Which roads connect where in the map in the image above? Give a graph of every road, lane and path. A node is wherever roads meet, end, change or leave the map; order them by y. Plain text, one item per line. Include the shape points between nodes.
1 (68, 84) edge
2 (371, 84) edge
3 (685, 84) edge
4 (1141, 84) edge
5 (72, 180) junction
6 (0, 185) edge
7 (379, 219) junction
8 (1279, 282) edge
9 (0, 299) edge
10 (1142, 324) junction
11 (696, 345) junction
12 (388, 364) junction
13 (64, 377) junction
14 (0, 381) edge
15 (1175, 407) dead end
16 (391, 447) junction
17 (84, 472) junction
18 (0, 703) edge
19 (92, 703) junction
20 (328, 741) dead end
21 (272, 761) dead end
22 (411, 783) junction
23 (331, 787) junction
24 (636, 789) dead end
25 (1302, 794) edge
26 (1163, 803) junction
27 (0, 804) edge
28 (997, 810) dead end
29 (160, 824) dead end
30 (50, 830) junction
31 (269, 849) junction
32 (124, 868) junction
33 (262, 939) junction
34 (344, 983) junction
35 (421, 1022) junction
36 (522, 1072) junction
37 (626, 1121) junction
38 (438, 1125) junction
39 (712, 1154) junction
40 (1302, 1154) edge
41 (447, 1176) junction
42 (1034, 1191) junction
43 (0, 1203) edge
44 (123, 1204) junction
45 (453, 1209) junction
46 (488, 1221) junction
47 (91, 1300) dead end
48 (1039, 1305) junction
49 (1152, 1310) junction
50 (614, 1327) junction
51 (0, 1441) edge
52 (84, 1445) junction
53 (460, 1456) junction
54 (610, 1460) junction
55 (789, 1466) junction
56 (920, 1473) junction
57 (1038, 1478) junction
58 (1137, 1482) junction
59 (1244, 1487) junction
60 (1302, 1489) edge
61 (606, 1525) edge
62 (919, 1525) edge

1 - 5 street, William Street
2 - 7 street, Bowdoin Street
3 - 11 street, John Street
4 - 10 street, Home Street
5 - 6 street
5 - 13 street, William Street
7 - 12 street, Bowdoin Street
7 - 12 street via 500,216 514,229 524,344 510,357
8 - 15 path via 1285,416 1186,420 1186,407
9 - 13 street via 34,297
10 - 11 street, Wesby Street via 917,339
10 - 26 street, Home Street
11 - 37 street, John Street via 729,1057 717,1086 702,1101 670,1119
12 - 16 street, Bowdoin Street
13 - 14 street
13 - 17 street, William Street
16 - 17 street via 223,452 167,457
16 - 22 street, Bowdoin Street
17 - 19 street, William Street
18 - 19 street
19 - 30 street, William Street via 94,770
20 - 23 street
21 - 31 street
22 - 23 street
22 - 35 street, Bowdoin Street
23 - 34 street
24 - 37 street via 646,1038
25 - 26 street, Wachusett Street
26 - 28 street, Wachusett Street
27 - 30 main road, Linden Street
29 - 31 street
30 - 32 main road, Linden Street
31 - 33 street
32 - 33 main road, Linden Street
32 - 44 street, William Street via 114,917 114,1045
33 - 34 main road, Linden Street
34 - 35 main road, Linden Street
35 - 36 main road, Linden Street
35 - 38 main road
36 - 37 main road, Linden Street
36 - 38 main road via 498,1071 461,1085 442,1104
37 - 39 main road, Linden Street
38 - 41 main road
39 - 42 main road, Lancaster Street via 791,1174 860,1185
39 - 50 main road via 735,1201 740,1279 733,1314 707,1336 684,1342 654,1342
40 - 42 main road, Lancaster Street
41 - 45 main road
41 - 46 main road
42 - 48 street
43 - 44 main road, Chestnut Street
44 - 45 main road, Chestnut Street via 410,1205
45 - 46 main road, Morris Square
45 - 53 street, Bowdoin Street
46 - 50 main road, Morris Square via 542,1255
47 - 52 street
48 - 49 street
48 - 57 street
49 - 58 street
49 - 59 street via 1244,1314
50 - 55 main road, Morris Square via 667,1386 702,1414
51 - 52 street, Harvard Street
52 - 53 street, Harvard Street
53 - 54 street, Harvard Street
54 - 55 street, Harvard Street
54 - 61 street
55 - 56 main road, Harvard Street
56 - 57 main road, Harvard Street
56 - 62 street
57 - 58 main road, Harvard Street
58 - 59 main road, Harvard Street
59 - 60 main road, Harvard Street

YOUR GOAL: The expected answer is every line in the data above that carries the string "Wachusett".

OUTPUT FOR THIS EXERCISE:
25 - 26 street, Wachusett Street
26 - 28 street, Wachusett Street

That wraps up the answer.